- YOUR GOAL -
Each line of the records containing "Humpback" is to be copied out and returned.

- RECORDS SHOWN -

=== Begin Enclosure ===

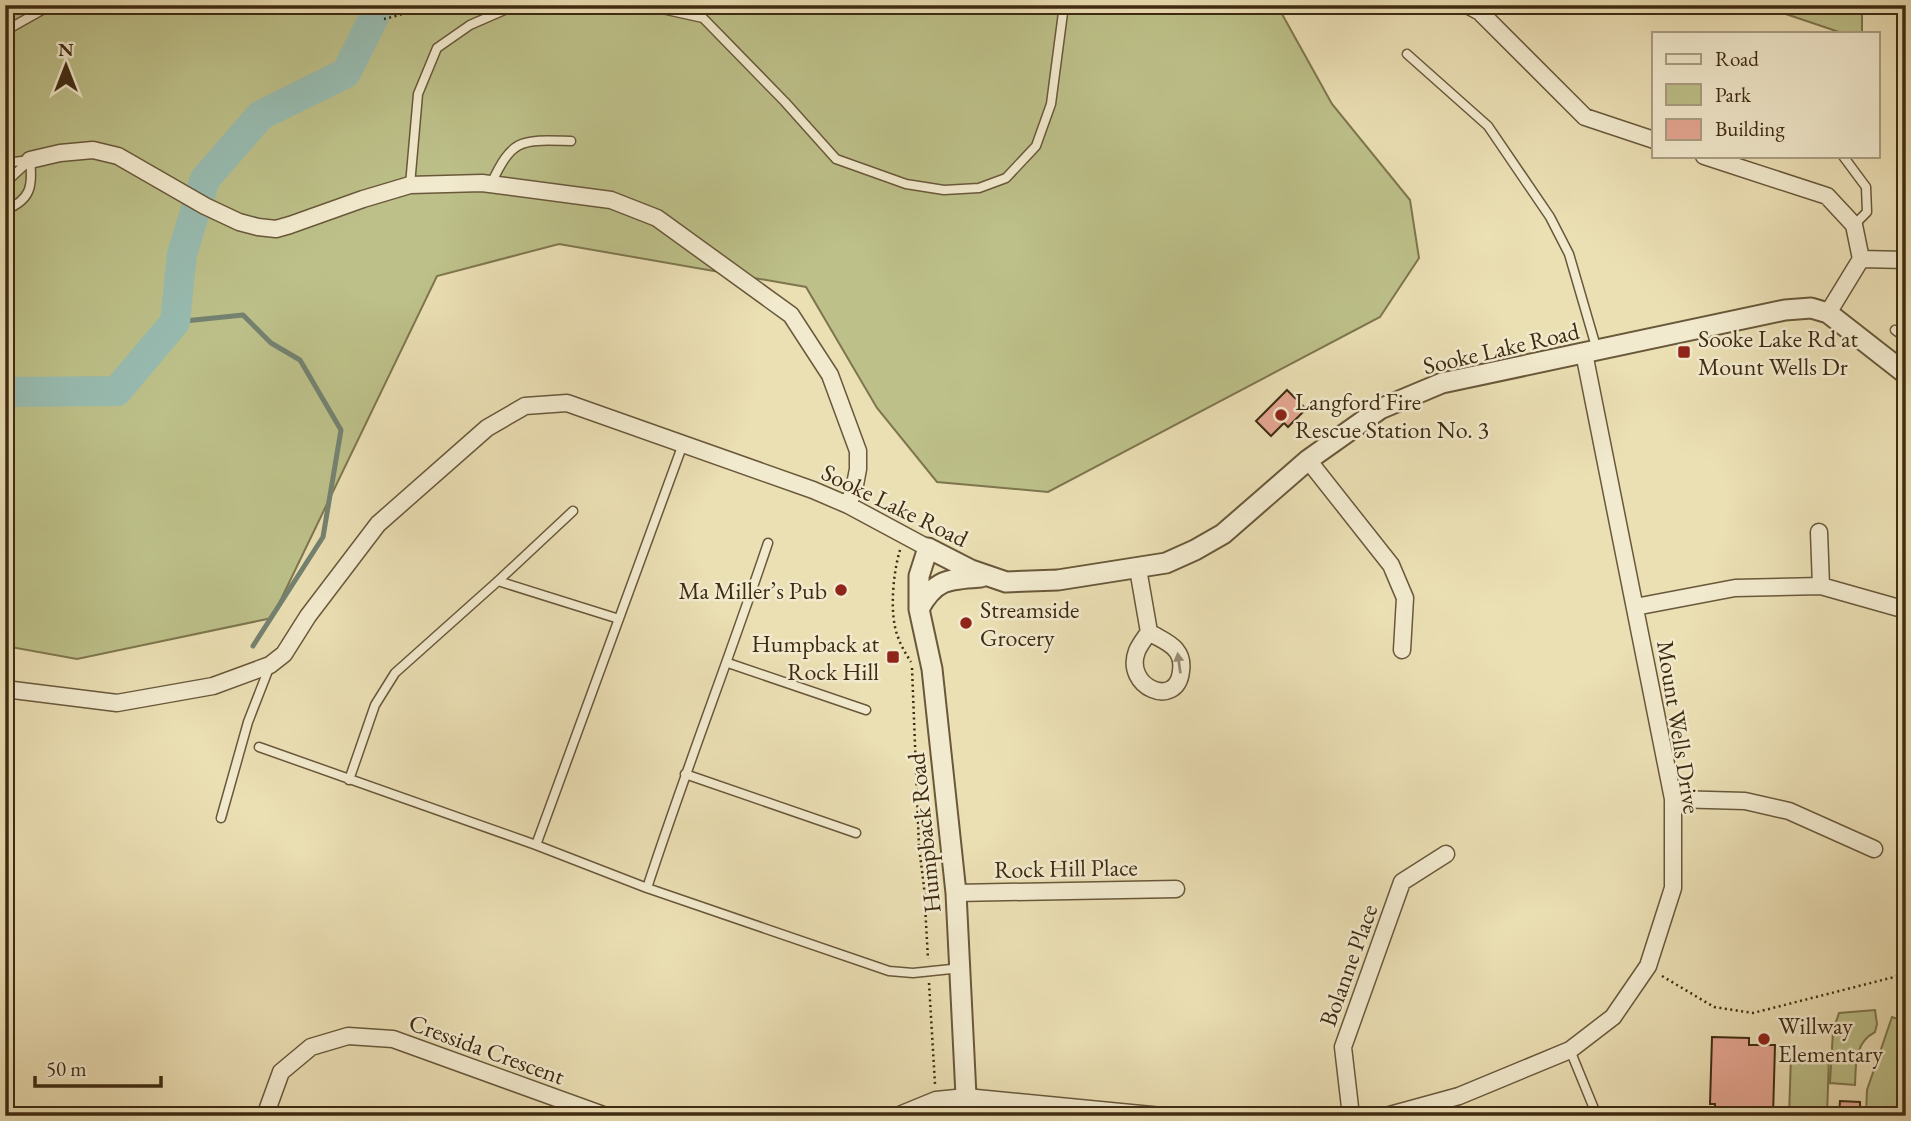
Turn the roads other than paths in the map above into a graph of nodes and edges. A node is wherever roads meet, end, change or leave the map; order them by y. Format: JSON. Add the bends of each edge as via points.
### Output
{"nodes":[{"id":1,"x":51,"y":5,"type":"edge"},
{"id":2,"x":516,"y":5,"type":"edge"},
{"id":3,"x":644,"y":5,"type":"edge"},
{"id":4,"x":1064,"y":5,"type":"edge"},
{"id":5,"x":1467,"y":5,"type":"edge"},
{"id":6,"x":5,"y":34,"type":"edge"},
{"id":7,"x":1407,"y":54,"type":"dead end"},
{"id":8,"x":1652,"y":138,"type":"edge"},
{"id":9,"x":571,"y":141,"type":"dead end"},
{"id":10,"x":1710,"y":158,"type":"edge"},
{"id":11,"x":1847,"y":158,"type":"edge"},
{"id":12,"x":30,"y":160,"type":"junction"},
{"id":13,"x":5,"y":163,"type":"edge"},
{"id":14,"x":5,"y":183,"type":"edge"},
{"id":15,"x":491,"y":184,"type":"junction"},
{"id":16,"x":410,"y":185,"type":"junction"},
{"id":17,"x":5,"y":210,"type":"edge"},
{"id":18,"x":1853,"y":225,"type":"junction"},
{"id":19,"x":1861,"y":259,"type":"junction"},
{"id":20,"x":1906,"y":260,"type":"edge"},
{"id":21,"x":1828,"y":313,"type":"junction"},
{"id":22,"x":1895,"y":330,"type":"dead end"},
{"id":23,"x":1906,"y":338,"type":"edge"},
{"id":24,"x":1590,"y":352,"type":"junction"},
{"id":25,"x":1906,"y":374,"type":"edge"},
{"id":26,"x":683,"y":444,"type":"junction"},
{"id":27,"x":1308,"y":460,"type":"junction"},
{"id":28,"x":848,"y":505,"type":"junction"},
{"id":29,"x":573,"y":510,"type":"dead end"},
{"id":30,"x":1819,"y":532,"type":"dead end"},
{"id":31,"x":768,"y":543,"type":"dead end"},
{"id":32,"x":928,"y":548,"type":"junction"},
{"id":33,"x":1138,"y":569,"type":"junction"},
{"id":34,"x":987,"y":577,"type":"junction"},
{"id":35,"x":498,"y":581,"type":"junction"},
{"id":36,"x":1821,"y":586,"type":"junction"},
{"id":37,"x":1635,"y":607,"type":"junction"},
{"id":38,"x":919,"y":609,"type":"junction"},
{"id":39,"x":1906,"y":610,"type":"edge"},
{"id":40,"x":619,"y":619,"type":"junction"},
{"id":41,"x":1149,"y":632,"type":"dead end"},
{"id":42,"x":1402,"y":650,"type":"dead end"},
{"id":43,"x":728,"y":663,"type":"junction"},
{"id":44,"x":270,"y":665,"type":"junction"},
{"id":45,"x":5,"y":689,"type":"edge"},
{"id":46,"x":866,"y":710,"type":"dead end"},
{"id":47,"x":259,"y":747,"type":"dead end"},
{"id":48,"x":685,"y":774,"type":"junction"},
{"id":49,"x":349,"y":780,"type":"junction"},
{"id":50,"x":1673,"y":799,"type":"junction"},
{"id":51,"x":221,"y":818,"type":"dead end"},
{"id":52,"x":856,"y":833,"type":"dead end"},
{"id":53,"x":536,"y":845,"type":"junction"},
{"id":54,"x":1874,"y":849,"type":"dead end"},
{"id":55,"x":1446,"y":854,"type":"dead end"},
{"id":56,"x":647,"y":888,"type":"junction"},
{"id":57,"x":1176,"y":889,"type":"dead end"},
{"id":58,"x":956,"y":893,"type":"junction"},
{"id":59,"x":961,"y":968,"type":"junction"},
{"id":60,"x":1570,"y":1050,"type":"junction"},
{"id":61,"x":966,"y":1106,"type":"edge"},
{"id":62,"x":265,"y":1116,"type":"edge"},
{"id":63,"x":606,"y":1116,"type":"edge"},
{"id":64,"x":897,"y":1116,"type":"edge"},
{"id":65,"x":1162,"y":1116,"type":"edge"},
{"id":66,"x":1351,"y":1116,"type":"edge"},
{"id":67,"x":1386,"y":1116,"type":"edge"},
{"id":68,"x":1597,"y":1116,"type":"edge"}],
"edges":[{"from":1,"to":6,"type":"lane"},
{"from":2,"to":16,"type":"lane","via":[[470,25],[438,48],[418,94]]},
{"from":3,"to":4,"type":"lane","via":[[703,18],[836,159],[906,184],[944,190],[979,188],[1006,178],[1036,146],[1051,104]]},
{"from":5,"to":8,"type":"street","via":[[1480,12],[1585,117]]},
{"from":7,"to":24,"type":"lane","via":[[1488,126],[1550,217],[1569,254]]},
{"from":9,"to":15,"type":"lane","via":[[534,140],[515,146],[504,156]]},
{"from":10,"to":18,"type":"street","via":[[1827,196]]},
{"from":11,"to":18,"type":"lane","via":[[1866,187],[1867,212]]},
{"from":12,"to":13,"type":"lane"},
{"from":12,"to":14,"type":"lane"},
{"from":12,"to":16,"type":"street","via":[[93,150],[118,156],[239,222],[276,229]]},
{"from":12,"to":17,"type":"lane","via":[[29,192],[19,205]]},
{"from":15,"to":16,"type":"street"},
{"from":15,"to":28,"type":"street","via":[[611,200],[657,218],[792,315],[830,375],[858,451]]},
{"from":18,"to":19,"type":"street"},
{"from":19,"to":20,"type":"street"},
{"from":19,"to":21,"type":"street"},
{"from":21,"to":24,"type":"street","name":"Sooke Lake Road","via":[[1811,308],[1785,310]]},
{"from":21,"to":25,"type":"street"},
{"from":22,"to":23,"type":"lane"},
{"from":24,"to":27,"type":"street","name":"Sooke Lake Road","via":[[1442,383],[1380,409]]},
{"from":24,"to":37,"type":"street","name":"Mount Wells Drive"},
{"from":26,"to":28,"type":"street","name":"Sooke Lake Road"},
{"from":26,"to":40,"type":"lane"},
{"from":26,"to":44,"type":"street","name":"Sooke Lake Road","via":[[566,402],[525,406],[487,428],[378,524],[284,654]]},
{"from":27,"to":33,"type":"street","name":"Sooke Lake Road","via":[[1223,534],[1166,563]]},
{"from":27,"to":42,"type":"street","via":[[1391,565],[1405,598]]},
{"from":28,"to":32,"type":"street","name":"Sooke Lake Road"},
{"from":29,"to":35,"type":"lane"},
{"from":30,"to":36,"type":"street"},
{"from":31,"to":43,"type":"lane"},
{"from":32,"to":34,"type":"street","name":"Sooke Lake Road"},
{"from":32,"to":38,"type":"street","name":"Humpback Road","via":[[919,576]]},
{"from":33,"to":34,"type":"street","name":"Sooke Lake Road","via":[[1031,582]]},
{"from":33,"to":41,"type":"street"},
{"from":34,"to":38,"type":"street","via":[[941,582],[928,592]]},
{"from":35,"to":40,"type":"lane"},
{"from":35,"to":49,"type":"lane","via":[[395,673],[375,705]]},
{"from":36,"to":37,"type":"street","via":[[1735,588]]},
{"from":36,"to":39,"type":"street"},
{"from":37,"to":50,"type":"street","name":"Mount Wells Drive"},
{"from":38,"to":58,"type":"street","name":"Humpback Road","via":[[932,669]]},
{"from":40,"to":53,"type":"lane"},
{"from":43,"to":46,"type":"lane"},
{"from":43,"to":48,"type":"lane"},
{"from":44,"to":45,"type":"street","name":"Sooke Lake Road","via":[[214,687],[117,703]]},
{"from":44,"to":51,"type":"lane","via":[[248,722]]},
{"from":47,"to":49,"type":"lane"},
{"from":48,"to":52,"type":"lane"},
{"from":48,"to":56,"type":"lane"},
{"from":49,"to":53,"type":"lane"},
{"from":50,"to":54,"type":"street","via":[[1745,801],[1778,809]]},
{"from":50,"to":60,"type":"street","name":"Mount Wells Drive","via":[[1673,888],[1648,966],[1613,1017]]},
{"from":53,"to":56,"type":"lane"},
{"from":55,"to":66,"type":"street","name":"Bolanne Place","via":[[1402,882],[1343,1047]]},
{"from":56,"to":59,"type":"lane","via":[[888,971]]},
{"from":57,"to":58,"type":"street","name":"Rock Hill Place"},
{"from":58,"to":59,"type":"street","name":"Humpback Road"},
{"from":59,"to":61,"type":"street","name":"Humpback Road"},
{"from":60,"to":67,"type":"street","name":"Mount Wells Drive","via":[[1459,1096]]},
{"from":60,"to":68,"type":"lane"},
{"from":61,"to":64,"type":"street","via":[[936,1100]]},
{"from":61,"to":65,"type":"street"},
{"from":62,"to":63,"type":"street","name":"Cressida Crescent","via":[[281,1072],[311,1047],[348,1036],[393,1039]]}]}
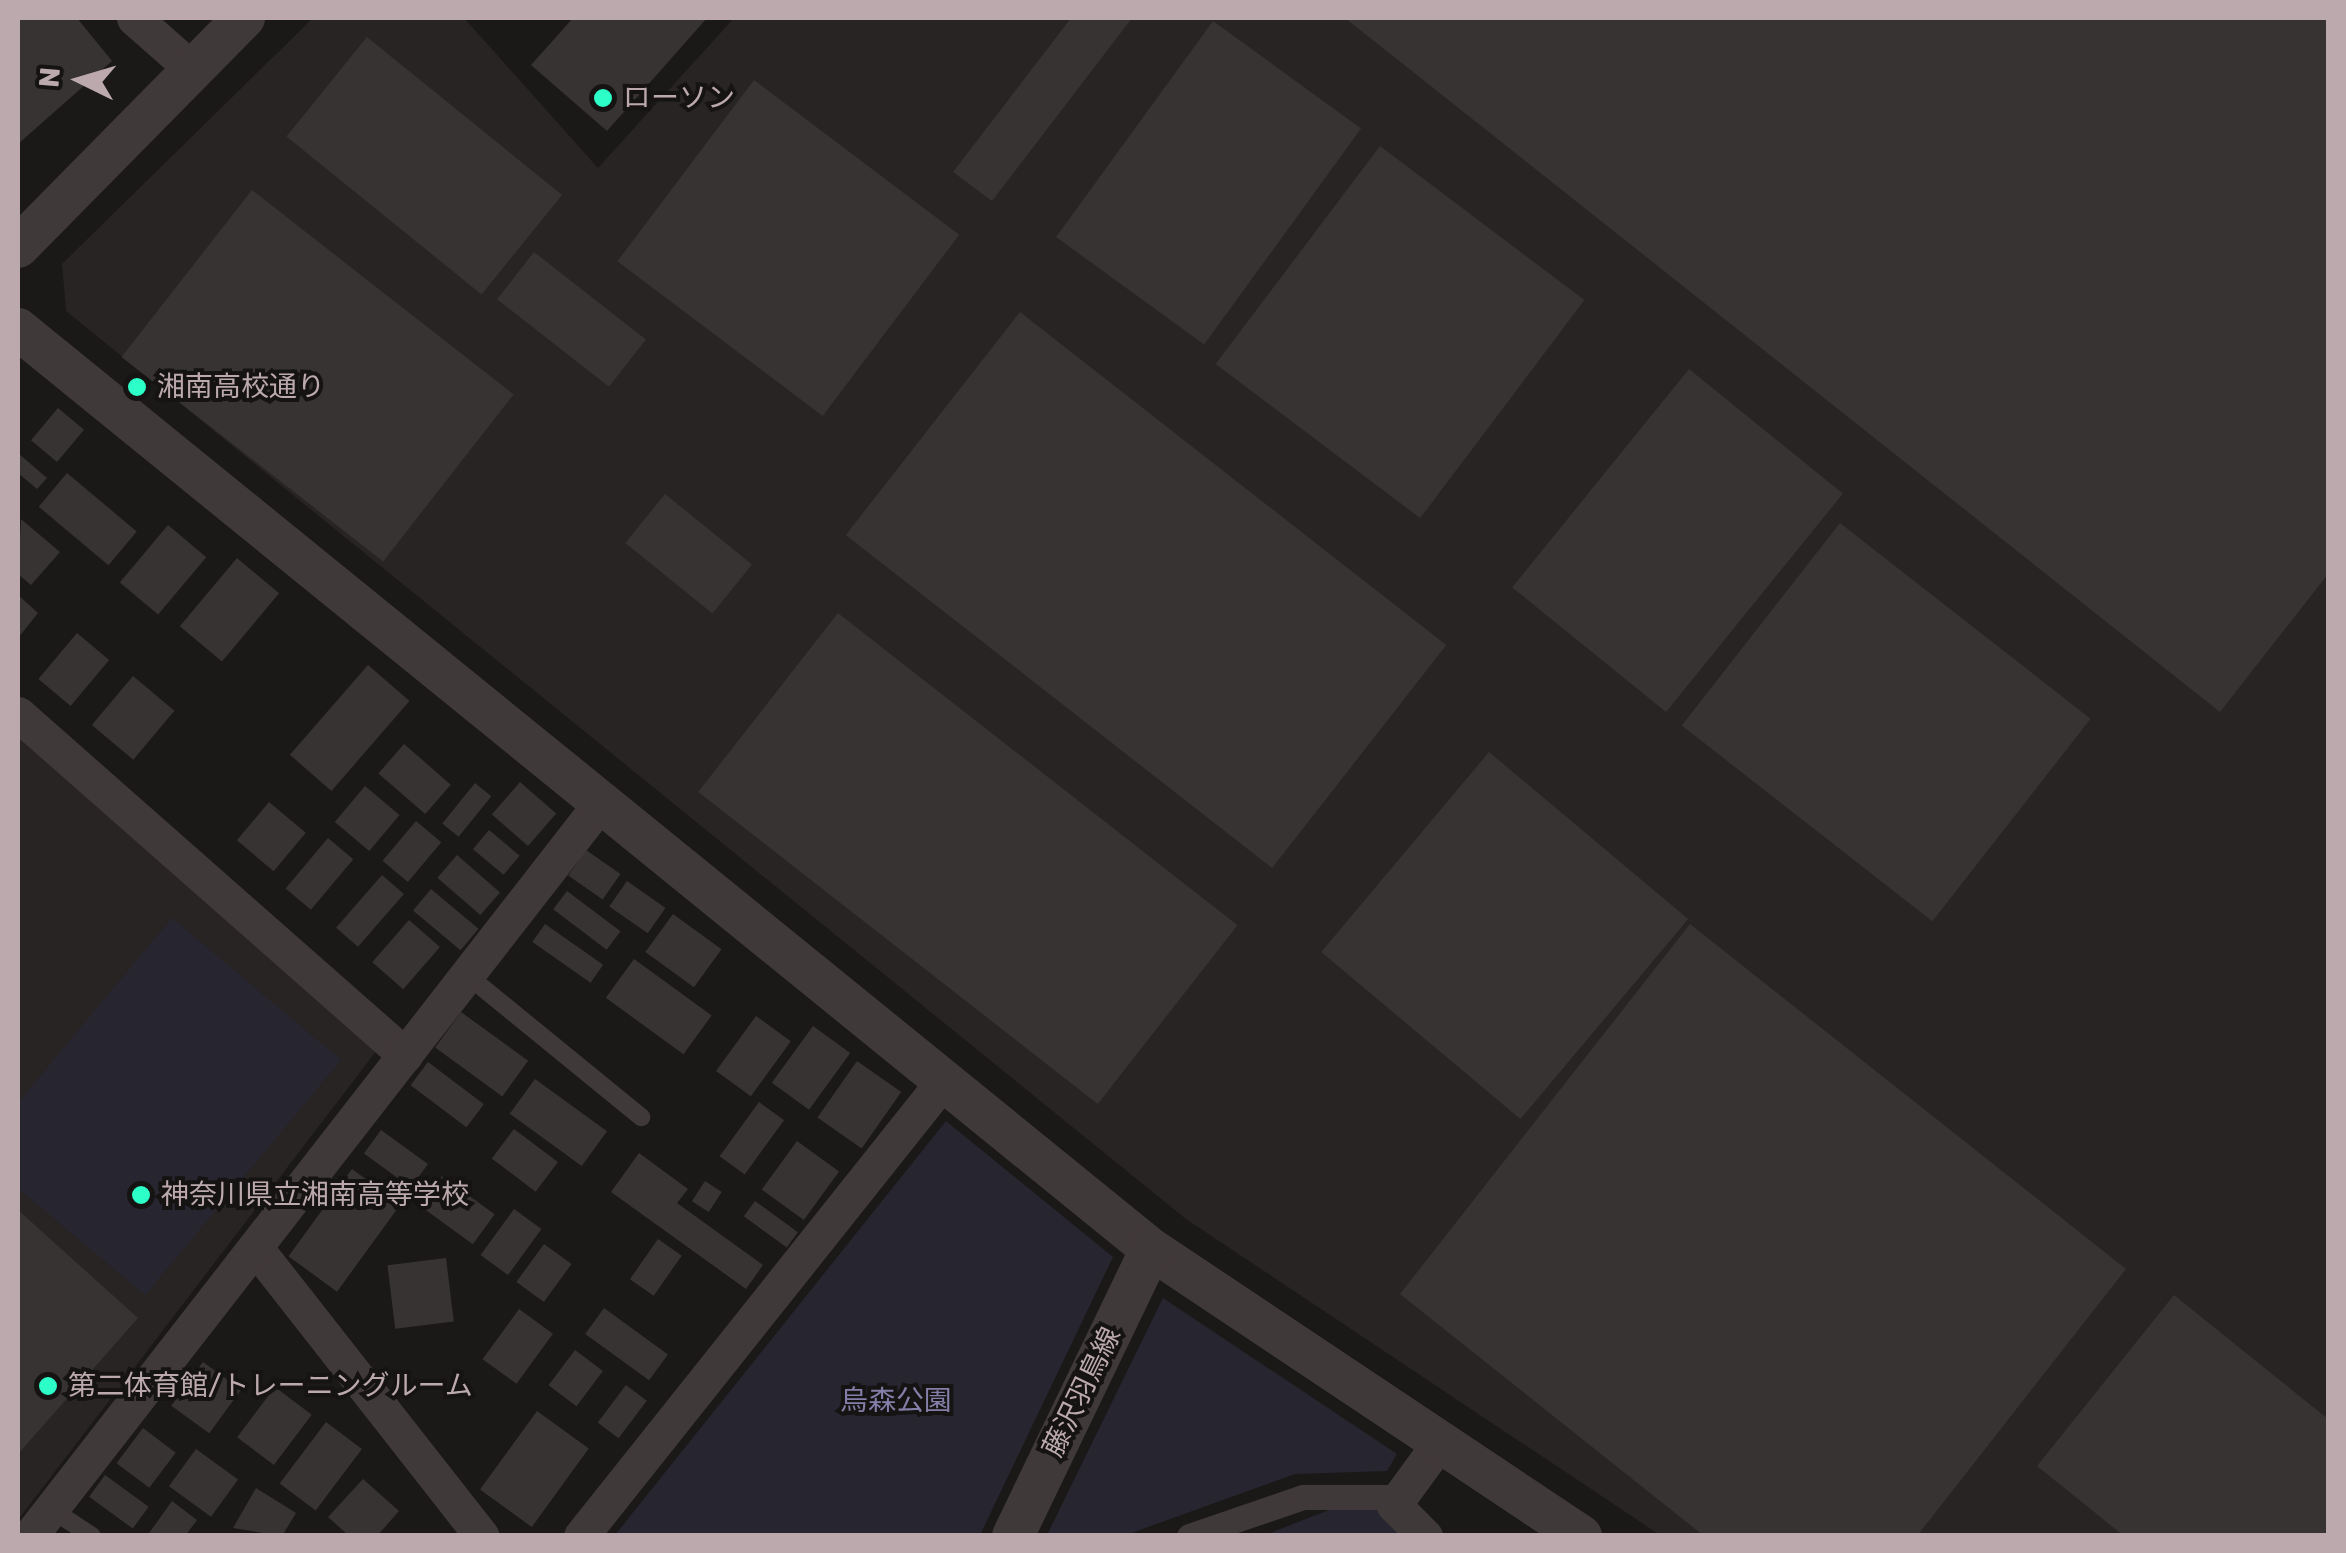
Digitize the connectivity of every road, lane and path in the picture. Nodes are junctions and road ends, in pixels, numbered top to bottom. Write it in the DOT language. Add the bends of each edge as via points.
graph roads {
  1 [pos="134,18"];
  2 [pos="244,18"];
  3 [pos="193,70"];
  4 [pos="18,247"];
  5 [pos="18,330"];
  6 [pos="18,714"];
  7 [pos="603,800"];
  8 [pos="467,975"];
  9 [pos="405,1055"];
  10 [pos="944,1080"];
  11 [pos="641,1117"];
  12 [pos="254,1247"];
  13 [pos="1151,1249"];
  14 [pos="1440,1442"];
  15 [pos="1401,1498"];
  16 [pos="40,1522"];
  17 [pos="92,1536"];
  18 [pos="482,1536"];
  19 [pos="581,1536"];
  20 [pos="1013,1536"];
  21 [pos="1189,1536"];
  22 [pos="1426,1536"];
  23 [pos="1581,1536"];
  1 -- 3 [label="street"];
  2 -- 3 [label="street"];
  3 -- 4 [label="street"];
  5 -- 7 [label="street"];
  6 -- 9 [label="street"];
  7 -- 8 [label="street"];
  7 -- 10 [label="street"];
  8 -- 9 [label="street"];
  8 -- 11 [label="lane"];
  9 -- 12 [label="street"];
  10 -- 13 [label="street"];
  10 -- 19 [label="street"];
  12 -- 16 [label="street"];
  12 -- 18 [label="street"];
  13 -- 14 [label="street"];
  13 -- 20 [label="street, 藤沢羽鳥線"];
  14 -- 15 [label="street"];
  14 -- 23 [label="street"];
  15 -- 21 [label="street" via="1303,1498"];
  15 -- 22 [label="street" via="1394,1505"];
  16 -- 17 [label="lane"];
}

=== End Enclosure ===

- RESULT OF THIS EXERCISE -
{"from":32,"to":38,"type":"street","name":"Humpback Road","via":[[919,576]]},
{"from":38,"to":58,"type":"street","name":"Humpback Road","via":[[932,669]]},
{"from":58,"to":59,"type":"street","name":"Humpback Road"},
{"from":59,"to":61,"type":"street","name":"Humpback Road"},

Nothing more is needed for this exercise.